The public froth that was whipped up a few years ago when Heinz announced it was going to discontinue producing its Salad Cream showed that the British still retain an unshakable affection for certain heritage food brands - enough in that case to get the decision reversed. It's not as though there isn't more competition out there than ever. As Homer Simpson rapturously says as he walks into the local megamarket, 'They have so many things! And so many different things of things!'
Anybody's list of the nation's favourites (not necessarily the biggest sellers, but the ones we feel fondest about) usually includes: Heinz baked beans, HP Sauce, Colman's English Mustard, Hellman's Mayonnaise, Branston Pickle, Frank Cooper's Oxford Marmalade, Lea & Perrin's Worcestershire Sauce, Kellogg's Cornflakes, Cadbury's Dairy Milk, Walkers Crisps, Polo Mints, and of course Satan's goop itself, Marmite.

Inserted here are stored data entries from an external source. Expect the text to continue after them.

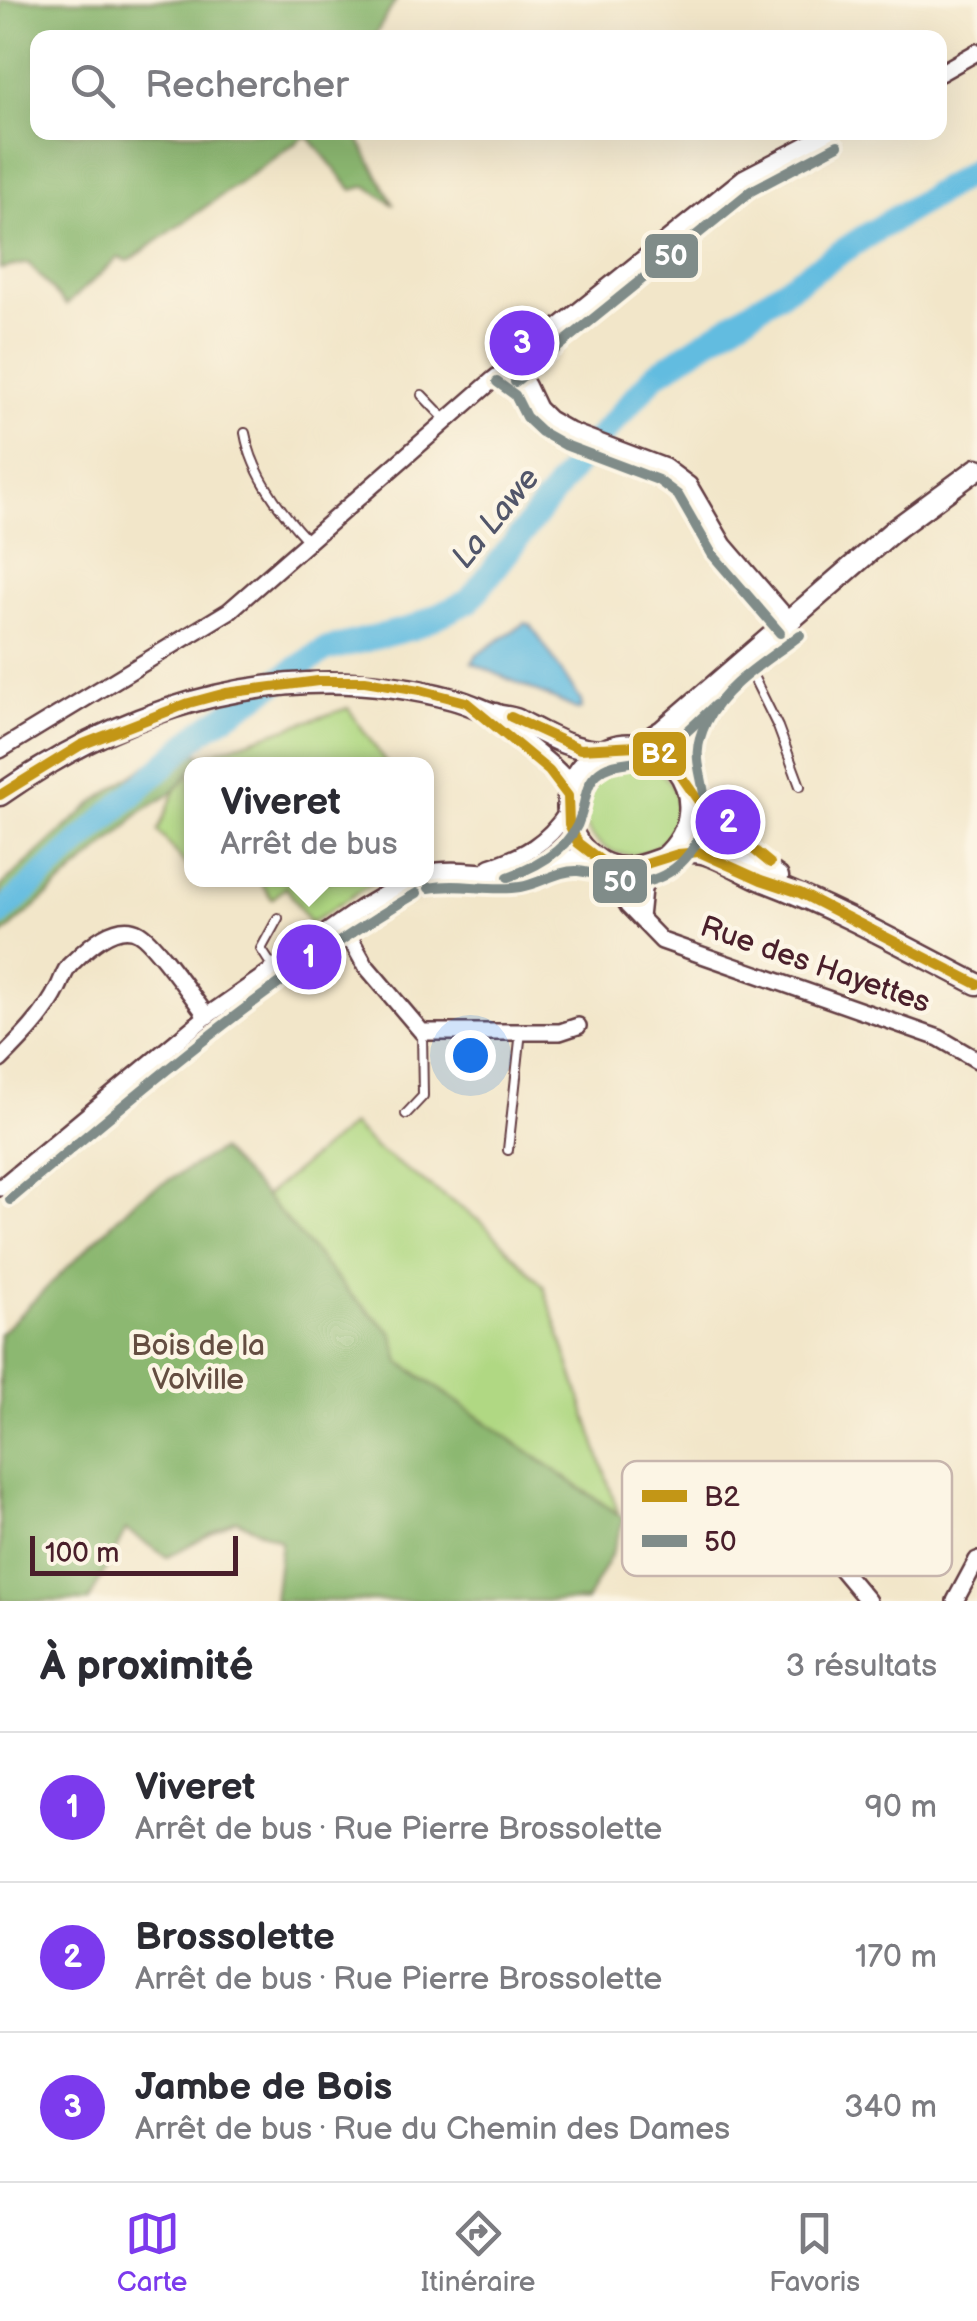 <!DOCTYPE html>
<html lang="fr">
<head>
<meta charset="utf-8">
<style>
	body { margin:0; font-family:"Balsamiq Sans",sans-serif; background:#f2f2f3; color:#2b2b33 }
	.scale { position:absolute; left:30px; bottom:25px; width:208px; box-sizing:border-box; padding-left:10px; border:5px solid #4a1f2b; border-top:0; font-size:28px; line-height:35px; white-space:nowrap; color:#4a1f2b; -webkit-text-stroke:8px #fcf5e5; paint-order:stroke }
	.you { position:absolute; left:470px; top:1055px; width:35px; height:35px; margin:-25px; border:8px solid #fff; border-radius:50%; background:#1a73e8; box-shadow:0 0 0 15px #1a73e833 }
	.badge { display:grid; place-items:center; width:65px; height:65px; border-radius:50%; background:#7c3aed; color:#fff; font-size:32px; font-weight:700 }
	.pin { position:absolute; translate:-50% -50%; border:5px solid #fff; box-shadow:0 2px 10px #0006 }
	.popup { position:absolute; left:184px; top:757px; width:250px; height:130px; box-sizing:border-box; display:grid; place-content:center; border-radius:20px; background:#fff; filter:drop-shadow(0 2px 8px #0005); font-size:32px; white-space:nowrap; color:#7c7c81 }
	.popup b { font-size:38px; color:#2b2b33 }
	.popup::after { content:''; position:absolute; left:50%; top:100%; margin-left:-20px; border:20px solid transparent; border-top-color:#fff }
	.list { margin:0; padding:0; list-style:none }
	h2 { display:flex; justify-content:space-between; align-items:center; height:130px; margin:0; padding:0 40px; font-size:42px }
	h2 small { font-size:32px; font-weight:400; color:#7c7c81 }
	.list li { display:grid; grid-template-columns:65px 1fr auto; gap:30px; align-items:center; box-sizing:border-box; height:150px; padding:0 40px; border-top:2px solid #e1e1e2 }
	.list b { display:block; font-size:38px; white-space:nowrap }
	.list p { margin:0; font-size:32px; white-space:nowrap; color:#7c7c81 }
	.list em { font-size:32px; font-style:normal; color:#7c7c81 }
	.icon { flex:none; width:55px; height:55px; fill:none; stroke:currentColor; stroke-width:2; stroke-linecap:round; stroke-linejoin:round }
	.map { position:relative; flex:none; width:977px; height:1601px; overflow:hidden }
	.search { position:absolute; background:#fff; box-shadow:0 10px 40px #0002; left:30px; right:30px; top:30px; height:110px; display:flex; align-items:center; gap:25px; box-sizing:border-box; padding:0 35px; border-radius:20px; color:#7c7c81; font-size:38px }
	.sheet { height:580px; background:#fff }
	nav { display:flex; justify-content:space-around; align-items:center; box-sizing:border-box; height:140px; border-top:2px solid #e1e1e2; background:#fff; font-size:28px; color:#7c7c81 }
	nav a { display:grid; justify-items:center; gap:5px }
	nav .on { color:#7c3aed }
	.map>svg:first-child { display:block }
	.green { fill:#b0d883; stroke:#7d7c57; stroke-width:2.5 }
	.forest { fill:#8cb871; stroke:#6b6c4e; stroke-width:2.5 }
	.water { fill:#62bce0; stroke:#566e86; stroke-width:2.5 }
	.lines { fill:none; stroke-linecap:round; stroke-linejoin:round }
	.river { stroke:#62bce0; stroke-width:25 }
	.lane-casing { stroke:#633d43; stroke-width:12 }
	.street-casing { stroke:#633d43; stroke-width:20 }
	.secondary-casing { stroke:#633d43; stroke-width:25 }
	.lane { stroke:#fff; stroke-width:8 }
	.street { stroke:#fff; stroke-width:15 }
	.secondary { stroke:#fff; stroke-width:20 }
	.bus-1-casing { stroke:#fcf5e5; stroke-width:18 }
	.bus-2-casing { stroke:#fcf5e5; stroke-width:18 }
	.bus-1 { stroke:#c39616; stroke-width:10 }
	.bus-2 { stroke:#808c89; stroke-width:10 }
	.labels { text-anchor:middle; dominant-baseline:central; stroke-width:9; stroke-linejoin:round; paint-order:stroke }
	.street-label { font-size:30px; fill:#4a1f2b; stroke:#fcf5e5 }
	.park-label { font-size:30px; fill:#644d41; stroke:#fcf5e5 }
	.water-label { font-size:32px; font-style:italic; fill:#52566a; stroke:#fcf5e5 }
	.key { fill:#fcf5e5; stroke:#c7b5ad; stroke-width:2.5 }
	.key-label { font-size:28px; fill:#4a1f2b }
	.line-badge { stroke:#fcf5e5; stroke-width:4 }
	.badge-label { font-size:28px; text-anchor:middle; font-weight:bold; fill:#fff }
</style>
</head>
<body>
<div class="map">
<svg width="977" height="1601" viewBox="0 0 977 1601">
	<rect width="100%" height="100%" fill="#fcf5e5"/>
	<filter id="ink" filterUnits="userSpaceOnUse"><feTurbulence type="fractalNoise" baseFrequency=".01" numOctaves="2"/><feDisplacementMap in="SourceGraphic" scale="20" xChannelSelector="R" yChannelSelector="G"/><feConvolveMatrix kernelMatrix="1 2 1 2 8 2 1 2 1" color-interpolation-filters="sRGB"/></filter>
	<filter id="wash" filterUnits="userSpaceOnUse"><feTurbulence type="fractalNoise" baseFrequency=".0048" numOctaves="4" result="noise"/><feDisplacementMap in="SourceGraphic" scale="40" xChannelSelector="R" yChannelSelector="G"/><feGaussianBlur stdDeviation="2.25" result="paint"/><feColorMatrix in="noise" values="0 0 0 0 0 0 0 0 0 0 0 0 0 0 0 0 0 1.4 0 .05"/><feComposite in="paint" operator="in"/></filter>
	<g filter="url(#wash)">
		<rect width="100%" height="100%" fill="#f2e6c9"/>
		<g class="green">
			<path d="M 348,708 L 387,764 L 195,764 L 202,756 Z"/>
			<circle cx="630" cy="808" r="47"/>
			<path d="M 191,769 L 191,871 L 158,831 L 176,789 Z"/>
			<path d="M 259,880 L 377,880 L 310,923 L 286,887 L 272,899 Z"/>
			<path d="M 352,1125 L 374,1147 L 484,1224 L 544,1287 L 619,1515 L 399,1361 L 392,1333 L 350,1294 L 265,1196 Z"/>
		</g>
		<g class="forest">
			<path d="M 0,0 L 396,0 L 374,37 L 38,38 L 38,132 L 355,133 L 394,205 L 367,186 L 352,190 L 307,135 L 129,261 L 118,258 L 66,305 L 28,263 L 0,269 Z"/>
			<path d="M 183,740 L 201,756 C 194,766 187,778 176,789 C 161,803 140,807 129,825 L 0,937 L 0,887 L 94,802 Z"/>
			<path d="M 220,1150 L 265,1196 L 350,1294 L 392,1333 L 400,1362 L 624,1519 L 611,1555 L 586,1601 L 274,1601 L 281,1541 L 236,1520 L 167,1557 L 126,1530 L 89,1601 L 0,1601 L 0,1334 L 138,1198 Z"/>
		</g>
		<path class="water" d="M 525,623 L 531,625 L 581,701 L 582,707 L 579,710 L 472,663 L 478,654 Z"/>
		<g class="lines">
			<path class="river" d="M 0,914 L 202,731 L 325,650 L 412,628 L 469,601 L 576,464 L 655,375 L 861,239 L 977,169"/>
		</g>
	</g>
	<g filter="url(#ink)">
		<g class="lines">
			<g class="lane-casing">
				<g id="lane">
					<path d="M 422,395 L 446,420"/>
					<path d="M 245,433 C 252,473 280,511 307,540"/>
					<path d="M 745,660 L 778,727 L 800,786"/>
					<path d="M 274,969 L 261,949 L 278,918"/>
					<path d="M 406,1114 L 423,1096 L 422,1032"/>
					<path d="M 508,1150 L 521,1031"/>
				</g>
			</g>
			<g class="street-casing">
				<g id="street">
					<path d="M 940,73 L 977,52"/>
					<path d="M 506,370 L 527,385 L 538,408 L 549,419 L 570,431 L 665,467 L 689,485 L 724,545 L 791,623"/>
					<path d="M 0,750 L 229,611 L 494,379 L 743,178 L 831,132"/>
					<path d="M 604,863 L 628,906 L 662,941 L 939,1038 L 977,1060"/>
					<path d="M 490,867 C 524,856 547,843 567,813"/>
					<path d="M 426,873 C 457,866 485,875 515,872 C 545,868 559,854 593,858"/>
					<path d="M 640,918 L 643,889 L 655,863"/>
					<path d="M 341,922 L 365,965 L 422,1032 L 560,1032 L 578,1026"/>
					<path d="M 0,1060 C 21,1039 45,1015 58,988 C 63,979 64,969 73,962 C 88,947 117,920 139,933 C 156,943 192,997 207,1016"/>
					<path d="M 0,1188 L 207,1016 L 361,908 L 409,880"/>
					<path d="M 787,1504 L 868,1601"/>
					<path d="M 955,1601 L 977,1560"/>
				</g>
			</g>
			<g class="secondary-casing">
				<g id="secondary">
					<path d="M 495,714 C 514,744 549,759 570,788"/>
					<path d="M 637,746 L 662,731 L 893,531 L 977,469"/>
					<path d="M 682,775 L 683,741 L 700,703"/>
					<path d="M 0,795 C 134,701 292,656 453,699 C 468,703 482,710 496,715 C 504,717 511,717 518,720 C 547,735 570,750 603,751"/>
					<path d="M 691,807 L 736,848 L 778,877"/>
					<path d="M 664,858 C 730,800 654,709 590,759 C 559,783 560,834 593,857 C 636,887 662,845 702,853 C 724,858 743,873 764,881 C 838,909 907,948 977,984"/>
				</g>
			</g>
			<use href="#lane" class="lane"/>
			<use href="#street" class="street"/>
			<use href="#secondary" class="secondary"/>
			<g class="bus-1-casing">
				<g id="bus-1">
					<path d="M 511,717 L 580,749 L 637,746 L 656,751 L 672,763 L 704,809 L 770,863"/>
					<path d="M 0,795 L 81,745 L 189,703 L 226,693 L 318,681 L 365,681 L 420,690 L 466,702 L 549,771 L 568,796 L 569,824 L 578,843 L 604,863 L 630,869 L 678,854 L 699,852 L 761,880 L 800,893 L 977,984"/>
				</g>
			</g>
			<g class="bus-2-casing">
				<g id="bus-2">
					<path d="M 497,382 L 515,395 L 526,417 L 542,432 L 565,445 L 658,480 L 678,495 L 712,554 L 780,633"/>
					<path d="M 515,382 L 751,191 L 838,145"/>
					<path d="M 508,877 C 539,866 572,848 581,815 C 586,800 585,784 598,773 C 612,760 632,765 649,757 C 674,746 695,724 715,705"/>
					<path d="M 429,888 C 459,882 490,892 520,887 C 540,884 558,870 578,871 C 602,873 621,887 645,882 C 681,874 707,840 705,804 C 703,770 689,758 706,722 C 726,683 767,661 800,635"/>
					<path d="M 10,1200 C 140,1091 269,979 417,893"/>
				</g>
			</g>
			<use href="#bus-1" class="bus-1"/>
			<use href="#bus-2" class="bus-2"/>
		</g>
	</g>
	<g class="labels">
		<g class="street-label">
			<text transform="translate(815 965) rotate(19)">Rue des Hayettes</text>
		</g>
		<g class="park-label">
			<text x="198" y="1346">Bois de la<tspan x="198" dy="34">Volville</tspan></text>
		</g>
		<g class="water-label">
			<text transform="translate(496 518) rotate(-51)">La Lawe</text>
		</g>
	</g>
	<rect x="622" y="1461" width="330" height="115" rx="15" class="key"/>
	<rect x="642" y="1490" width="45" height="12" fill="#c39616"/>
	<rect x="642" y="1535" width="45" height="12" fill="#808c89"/>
	<g class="key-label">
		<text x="704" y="1506">B2</text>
		<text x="704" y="1551">50</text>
	</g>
	<g class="line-badge">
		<rect x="643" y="232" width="57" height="48" rx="10" fill="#808c89"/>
		<rect x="631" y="730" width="57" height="48" rx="10" fill="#c39616"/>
		<rect x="591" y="857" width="58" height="48" rx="10" fill="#808c89"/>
	</g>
	<g class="badge-label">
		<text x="671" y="265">50</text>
		<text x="659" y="763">B2</text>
		<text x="620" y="891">50</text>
	</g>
</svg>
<div class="scale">100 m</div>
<div class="you"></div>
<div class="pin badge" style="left:309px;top:957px">1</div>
<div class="popup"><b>Viveret</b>Arrêt de bus</div>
<div class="pin badge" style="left:728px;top:822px">2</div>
<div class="pin badge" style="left:522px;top:343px">3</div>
<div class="search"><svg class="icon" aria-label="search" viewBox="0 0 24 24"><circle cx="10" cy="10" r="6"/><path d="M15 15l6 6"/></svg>Rechercher</div>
</div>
<section class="sheet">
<h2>À proximité<small>3 résultats</small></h2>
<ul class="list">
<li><span class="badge">1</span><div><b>Viveret</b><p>Arrêt de bus · Rue Pierre Brossolette</p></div><em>90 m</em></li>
<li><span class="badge">2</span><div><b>Brossolette</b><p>Arrêt de bus · Rue Pierre Brossolette</p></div><em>170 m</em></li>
<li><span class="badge">3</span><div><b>Jambe de Bois</b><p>Arrêt de bus · Rue du Chemin des Dames</p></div><em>340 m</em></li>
</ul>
</section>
<nav>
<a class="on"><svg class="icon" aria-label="map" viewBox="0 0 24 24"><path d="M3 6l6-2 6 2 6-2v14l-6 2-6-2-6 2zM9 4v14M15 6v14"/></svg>Carte</a>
<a><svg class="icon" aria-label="directions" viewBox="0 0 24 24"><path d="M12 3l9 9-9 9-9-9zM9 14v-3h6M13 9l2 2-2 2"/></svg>Itinéraire</a>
<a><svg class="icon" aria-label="saved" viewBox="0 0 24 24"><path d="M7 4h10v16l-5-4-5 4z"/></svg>Favoris</a>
</nav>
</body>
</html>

These are mostly not British brands any longer, and in some cases never were, but they have become part of the nation's psyche to an extent that many shoppers won't entertain rival or own-brand products, even where they are cheaper (and even where they may well have been made by the original brand). They are the products that online retailers sell to homesick Brits living overseas, a reminder that in every sun-kissed foreign field, there is a rain-soaked corner that is forever Britain.
Other nations find these preferences rather fascinating. An American website explains to its visitors in anthropological terms that Brits have a peculiar attachment to products like Birds Custard Powder, which (who knew?) bears little resemblance to real French crème anglaise, and Oxo cubes, which we are told no self-respecting chef would give kitchen space to. (This from the nation that invented aerosol cheese.)
And here is the point about many of the favoured brands. They are nearly all guilty-pleasure items, or products that are pale imitations of the real thing. Cornstarch is an essential building-block in many of them. Our chocolate is mostly vegetable fat. We actually eat spreadable yeast. We know how to make proper crème anglaise, but look, the clue is in the name. It's anglaise. We invented it. So if we want to use an instant powder for quickness, we will do. And we won't even ask permission.
The other thing that strikes me about these lists is how many of the products are relishes or condiments or things to spread on toast. They are historically what we added to our basic food to make it taste of something stronger, whether salty, sweet or just pungently weird. Hot crisp toast is the ultimate comfort food, but even more so if its blandness is offset by being slathered with something more than just butter.
Remember, these are only the brands that we will admit to loving. There are others of more recent vintage whose names people dare not speak in surveys. Any votes for Pot Noodle? Or Peperami sticks? Krispy Kreme doughnuts? What other food brands could you not bear to live without?